At a Weekly wine tasting a few weeks ago, one of the bottles opened was the recently released 2003 chardonnay from John Abbott’s Abeja Winery in Walla Walla. We all expected to like the wine—though Abeja’s fairly new, Abbott has been making fine wine for other labels for many years. What we did not expect was to like the wine so much that it virtually erased all the others under consideration that day. The compliments were many and varied, but the one that captured the overall mood was: “If Washington can produce a chardonnay this good, why aren’t more winemakers doing it?”
So I called Abbott, and I found out why. “Wines with a lower pH [higher acidity] always seem more balanced and elegant.

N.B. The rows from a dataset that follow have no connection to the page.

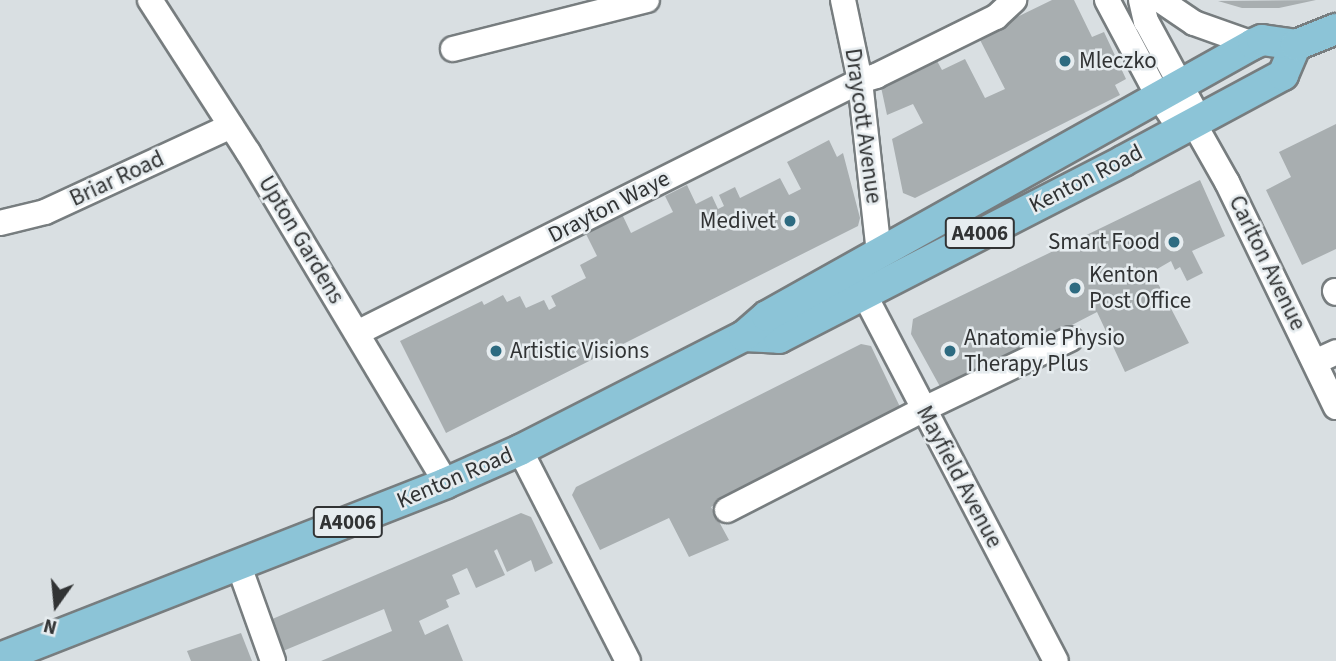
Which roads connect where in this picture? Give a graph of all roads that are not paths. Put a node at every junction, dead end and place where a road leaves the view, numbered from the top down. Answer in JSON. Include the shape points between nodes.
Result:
{"nodes":[{"id":1,"x":150,"y":0,"type":"edge"},
{"id":2,"x":647,"y":0,"type":"edge"},
{"id":3,"x":843,"y":0,"type":"edge"},
{"id":4,"x":1014,"y":0,"type":"edge"},
{"id":5,"x":1107,"y":0,"type":"edge"},
{"id":6,"x":1142,"y":0,"type":"edge"},
{"id":7,"x":1160,"y":0,"type":"edge"},
{"id":8,"x":1336,"y":29,"type":"edge"},
{"id":9,"x":1253,"y":44,"type":"junction"},
{"id":10,"x":1296,"y":45,"type":"junction"},
{"id":11,"x":453,"y":49,"type":"dead end"},
{"id":12,"x":860,"y":81,"type":"junction"},
{"id":13,"x":1169,"y":89,"type":"junction"},
{"id":14,"x":1191,"y":123,"type":"junction"},
{"id":15,"x":231,"y":126,"type":"junction"},
{"id":16,"x":0,"y":223,"type":"edge"},
{"id":17,"x":879,"y":254,"type":"junction"},
{"id":18,"x":863,"y":292,"type":"junction"},
{"id":19,"x":357,"y":333,"type":"junction"},
{"id":20,"x":744,"y":337,"type":"junction"},
{"id":21,"x":1070,"y":339,"type":"dead end"},
{"id":22,"x":1325,"y":357,"type":"edge"},
{"id":23,"x":1336,"y":407,"type":"edge"},
{"id":24,"x":924,"y":409,"type":"junction"},
{"id":25,"x":520,"y":450,"type":"junction"},
{"id":26,"x":446,"y":483,"type":"junction"},
{"id":27,"x":727,"y":510,"type":"dead end"},
{"id":28,"x":239,"y":566,"type":"junction"},
{"id":29,"x":0,"y":658,"type":"edge"},
{"id":30,"x":273,"y":661,"type":"edge"},
{"id":31,"x":628,"y":661,"type":"edge"},
{"id":32,"x":1056,"y":661,"type":"edge"}],
"edges":[{"from":1,"to":15,"type":"street","name":"Upton Gardens"},
{"from":2,"to":11,"type":"street"},
{"from":3,"to":12,"type":"street","name":"Draycott Avenue"},
{"from":4,"to":12,"type":"street","name":"Drayton Waye","via":[[996,17]]},
{"from":5,"to":13,"type":"street"},
{"from":6,"to":13,"type":"street"},
{"from":7,"to":9,"type":"street","via":[[1194,23]]},
{"from":8,"to":10,"type":"main road","name":"Kenton Road","number":"A4006"},
{"from":9,"to":10,"type":"main road","name":"Kenton Road","number":"A4006","via":[[1262,40]]},
{"from":9,"to":13,"type":"main road","name":"Kenton Road","number":"A4006"},
{"from":10,"to":14,"type":"main road","name":"Kenton Road","number":"A4006","via":[[1283,75]]},
{"from":12,"to":17,"type":"street","name":"Draycott Avenue"},
{"from":12,"to":19,"type":"street","name":"Drayton Waye"},
{"from":13,"to":14,"type":"street","name":"Carlton Avenue"},
{"from":13,"to":17,"type":"main road","name":"Kenton Road","number":"A4006"},
{"from":14,"to":18,"type":"main road","name":"Kenton Road","number":"A4006"},
{"from":14,"to":22,"type":"street","name":"Carlton Avenue"},
{"from":15,"to":16,"type":"street","name":"Briar Road","via":[[45,212]]},
{"from":15,"to":19,"type":"street","name":"Upton Gardens"},
{"from":17,"to":20,"type":"main road","name":"Kenton Road","number":"A4006","via":[[767,316]]},
{"from":18,"to":20,"type":"main road","name":"Kenton Road","number":"A4006","via":[[779,338]]},
{"from":18,"to":24,"type":"street","name":"Mayfield Avenue"},
{"from":19,"to":26,"type":"street","name":"Upton Gardens"},
{"from":20,"to":25,"type":"main road","name":"Kenton Road","number":"A4006"},
{"from":21,"to":24,"type":"street"},
{"from":22,"to":23,"type":"street","name":"Carlton Avenue"},
{"from":24,"to":27,"type":"street"},
{"from":24,"to":32,"type":"street","name":"Mayfield Avenue"},
{"from":25,"to":26,"type":"main road","name":"Kenton Road","number":"A4006"},
{"from":25,"to":31,"type":"street"},
{"from":26,"to":28,"type":"main road","name":"Kenton Road","number":"A4006"},
{"from":28,"to":29,"type":"main road","name":"Kenton Road","number":"A4006"},
{"from":28,"to":30,"type":"street"}]}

You tend to have higher acid at ripeness at cooler-climate sites, so we go first to Connor Lee Vineyard on the Wahluke Slope, which averages 10 degrees cooler than Wahluke average, and we pick it early as we can, soon as the greenness goes away, at 3, 3.18 pH.
“The next piece of the puzzle comes from the Kestrel View Estates outside Prosser. That site provides the majority of the fruit and basic structure, and we’re pretty finicky about it; the vines are older and more variable, so we pick through at least two or three times to get consistency. The third element of the wine comes from Celilo Vineyard down on the Columbia. The Celilo vines are pruned so that each shoot is left with just one primary cluster, and we actually go through and prune off the ‘shoulders’ [small bunches of grapes perched on top of the main bunch like epaulets] because they can keep the fruit beneath from ripening.”
So Abbott and company harvest four or five times and haul grapes from three sites separated by about 400 miles to make 500 cases of wine? “Uh-huh. We don’t really make it for the money. [The wine retails for about $25.] We have a lot of fun making it. I can’t imagine a harvest without chardonnay: the fragrance that comes out of the press when you open it, that allspice and candy-apple smell of the lees.”